Exercise prompt: For this exercise, repeat the records below exactly as written.

Stored data entries:
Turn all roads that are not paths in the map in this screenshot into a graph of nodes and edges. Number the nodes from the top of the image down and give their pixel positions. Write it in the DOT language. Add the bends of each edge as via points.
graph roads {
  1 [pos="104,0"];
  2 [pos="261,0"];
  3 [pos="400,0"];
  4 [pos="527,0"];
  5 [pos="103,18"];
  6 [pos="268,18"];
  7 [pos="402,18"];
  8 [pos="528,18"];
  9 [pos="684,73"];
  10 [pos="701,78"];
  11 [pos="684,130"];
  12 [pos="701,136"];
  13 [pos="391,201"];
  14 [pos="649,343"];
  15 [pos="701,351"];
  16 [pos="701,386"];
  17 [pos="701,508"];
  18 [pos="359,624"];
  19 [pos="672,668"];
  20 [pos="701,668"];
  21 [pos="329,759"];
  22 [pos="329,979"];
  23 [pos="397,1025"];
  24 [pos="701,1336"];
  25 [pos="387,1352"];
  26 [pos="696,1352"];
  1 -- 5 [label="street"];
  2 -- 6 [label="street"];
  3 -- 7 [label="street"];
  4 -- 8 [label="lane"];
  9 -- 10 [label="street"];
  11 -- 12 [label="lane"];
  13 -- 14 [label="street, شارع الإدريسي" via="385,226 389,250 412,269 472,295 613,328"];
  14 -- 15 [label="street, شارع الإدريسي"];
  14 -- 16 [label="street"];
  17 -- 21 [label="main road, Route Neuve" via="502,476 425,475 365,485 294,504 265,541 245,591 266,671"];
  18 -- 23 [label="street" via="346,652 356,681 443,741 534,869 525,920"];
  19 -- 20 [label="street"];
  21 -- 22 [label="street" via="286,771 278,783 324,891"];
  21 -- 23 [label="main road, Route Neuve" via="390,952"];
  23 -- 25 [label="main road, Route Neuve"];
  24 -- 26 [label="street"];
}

Output of the exercise:
Turn all roads that are not paths in the map in this screenshot into a graph of nodes and edges. Number the nodes from the top of the image down and give their pixel positions. Write it in the DOT language. Add the bends of each edge as via points.
graph roads {
  1 [pos="104,0"];
  2 [pos="261,0"];
  3 [pos="400,0"];
  4 [pos="527,0"];
  5 [pos="103,18"];
  6 [pos="268,18"];
  7 [pos="402,18"];
  8 [pos="528,18"];
  9 [pos="684,73"];
  10 [pos="701,78"];
  11 [pos="684,130"];
  12 [pos="701,136"];
  13 [pos="391,201"];
  14 [pos="649,343"];
  15 [pos="701,351"];
  16 [pos="701,386"];
  17 [pos="701,508"];
  18 [pos="359,624"];
  19 [pos="672,668"];
  20 [pos="701,668"];
  21 [pos="329,759"];
  22 [pos="329,979"];
  23 [pos="397,1025"];
  24 [pos="701,1336"];
  25 [pos="387,1352"];
  26 [pos="696,1352"];
  1 -- 5 [label="street"];
  2 -- 6 [label="street"];
  3 -- 7 [label="street"];
  4 -- 8 [label="lane"];
  9 -- 10 [label="street"];
  11 -- 12 [label="lane"];
  13 -- 14 [label="street, شارع الإدريسي" via="385,226 389,250 412,269 472,295 613,328"];
  14 -- 15 [label="street, شارع الإدريسي"];
  14 -- 16 [label="street"];
  17 -- 21 [label="main road, Route Neuve" via="502,476 425,475 365,485 294,504 265,541 245,591 266,671"];
  18 -- 23 [label="street" via="346,652 356,681 443,741 534,869 525,920"];
  19 -- 20 [label="street"];
  21 -- 22 [label="street" via="286,771 278,783 324,891"];
  21 -- 23 [label="main road, Route Neuve" via="390,952"];
  23 -- 25 [label="main road, Route Neuve"];
  24 -- 26 [label="street"];
}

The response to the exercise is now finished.